Maybe we can add an if just to check to see if the result is None. I did not modify the sheet2dict source, I made allowances in my code.

This is untested.
I cannot recall if the current Python convention is to use equality checks or is/is not. Is there a more elegant solution? Is type checking the way to go?
I know this implementation will add CPU cycles... I'm not sure if we should use if/else instead since every cell is checked twice with my implementation.

 def item(row, col):
     if type(sheet.cell(row=row, column=col).value) is None:
        return (sheet.cell(row=1, column=col).value, '')
    if type(sheet.cell(row=row, column=col).value) is not None:
        return (sheet.cell(row=1, column=col).value, str(sheet.cell(row=row, column=col).value))

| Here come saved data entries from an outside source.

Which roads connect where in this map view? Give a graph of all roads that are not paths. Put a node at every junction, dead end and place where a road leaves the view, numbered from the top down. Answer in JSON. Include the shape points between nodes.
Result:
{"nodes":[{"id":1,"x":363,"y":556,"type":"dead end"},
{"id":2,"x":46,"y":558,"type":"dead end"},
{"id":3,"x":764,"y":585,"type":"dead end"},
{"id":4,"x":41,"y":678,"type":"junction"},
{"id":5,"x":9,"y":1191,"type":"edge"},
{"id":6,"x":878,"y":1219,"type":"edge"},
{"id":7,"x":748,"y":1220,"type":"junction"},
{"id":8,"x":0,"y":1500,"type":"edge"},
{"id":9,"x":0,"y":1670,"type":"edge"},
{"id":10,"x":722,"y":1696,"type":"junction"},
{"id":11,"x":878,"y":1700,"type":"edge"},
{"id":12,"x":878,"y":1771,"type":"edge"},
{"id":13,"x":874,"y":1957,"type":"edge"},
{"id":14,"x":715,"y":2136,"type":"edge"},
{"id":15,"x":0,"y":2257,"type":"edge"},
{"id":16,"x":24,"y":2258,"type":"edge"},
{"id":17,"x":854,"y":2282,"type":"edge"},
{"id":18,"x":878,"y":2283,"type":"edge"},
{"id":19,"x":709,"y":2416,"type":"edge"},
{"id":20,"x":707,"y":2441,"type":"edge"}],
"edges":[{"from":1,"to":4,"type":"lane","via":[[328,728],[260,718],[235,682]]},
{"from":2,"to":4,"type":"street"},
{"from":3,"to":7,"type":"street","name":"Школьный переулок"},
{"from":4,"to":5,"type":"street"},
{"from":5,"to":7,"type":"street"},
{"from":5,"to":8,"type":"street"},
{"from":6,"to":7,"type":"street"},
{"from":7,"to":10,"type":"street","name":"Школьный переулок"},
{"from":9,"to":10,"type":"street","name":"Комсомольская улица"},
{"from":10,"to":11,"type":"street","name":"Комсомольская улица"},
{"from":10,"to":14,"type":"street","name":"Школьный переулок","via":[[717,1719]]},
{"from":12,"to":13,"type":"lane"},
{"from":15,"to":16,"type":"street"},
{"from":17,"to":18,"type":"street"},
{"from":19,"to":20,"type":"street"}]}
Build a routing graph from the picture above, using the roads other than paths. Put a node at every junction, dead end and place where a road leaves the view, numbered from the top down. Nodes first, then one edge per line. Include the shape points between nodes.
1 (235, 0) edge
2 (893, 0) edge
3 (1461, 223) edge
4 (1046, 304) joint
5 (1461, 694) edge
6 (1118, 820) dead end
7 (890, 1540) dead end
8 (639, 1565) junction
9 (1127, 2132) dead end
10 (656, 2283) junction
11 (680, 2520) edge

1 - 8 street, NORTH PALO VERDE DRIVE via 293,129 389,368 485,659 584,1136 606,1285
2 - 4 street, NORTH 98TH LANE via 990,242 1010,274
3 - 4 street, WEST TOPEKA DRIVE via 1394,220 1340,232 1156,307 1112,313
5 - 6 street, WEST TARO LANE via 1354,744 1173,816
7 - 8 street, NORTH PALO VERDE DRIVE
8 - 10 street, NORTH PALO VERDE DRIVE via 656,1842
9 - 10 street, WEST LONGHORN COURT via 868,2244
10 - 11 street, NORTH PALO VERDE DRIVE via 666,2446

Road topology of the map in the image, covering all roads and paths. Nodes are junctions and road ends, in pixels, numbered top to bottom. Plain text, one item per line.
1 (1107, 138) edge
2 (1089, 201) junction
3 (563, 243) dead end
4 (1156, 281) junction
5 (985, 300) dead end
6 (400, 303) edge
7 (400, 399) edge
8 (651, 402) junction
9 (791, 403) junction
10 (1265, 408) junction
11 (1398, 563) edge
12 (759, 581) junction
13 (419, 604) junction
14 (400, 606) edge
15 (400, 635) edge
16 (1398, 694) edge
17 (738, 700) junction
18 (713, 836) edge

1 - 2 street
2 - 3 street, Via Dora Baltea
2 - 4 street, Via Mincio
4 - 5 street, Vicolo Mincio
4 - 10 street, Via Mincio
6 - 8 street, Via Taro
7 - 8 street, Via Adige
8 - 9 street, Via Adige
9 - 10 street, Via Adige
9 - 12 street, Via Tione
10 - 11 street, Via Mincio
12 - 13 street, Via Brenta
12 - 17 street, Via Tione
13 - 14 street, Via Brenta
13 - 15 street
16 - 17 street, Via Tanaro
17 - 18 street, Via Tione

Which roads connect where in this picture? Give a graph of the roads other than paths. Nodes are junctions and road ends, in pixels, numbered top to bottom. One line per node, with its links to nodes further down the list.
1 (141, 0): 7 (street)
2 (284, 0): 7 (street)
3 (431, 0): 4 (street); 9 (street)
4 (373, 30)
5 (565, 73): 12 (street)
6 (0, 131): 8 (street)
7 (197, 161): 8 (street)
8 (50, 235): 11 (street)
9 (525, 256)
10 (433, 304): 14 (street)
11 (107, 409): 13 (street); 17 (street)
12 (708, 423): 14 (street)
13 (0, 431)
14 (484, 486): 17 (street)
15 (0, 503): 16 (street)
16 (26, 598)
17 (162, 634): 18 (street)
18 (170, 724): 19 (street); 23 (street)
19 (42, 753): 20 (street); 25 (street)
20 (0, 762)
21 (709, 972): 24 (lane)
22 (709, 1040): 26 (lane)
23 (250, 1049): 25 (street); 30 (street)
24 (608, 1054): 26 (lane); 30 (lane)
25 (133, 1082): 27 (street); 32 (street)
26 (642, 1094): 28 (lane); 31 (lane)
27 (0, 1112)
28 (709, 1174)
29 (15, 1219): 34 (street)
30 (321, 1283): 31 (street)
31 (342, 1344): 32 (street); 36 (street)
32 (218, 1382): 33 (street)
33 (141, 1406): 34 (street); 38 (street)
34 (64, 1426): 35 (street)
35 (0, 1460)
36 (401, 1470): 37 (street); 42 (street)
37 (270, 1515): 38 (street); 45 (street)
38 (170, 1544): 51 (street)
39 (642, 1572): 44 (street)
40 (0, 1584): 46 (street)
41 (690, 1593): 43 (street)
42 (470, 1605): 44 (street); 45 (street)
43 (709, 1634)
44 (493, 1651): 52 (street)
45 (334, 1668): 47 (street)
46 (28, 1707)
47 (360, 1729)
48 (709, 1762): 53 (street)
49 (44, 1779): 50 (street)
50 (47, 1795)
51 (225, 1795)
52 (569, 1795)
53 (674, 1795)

Also, whatever we do, we should add some test cases to check for this (You taught me well @Pytlicek!)

Oct 20 '22 10:10 bai-yi-bai

@bai-yi-bai do you have an example file? I want to look at this and better understand what is the case, what exactly we need and so on. Thanks

Oct 23 '22 18:10 Pytlicek

@Pytlicek:

I created a PR https://github.com/Pytlicek/sheet2dict/pull/9 (Actually there were 2 PRs, my IDE didn't like the paths hard-coded into the test files.)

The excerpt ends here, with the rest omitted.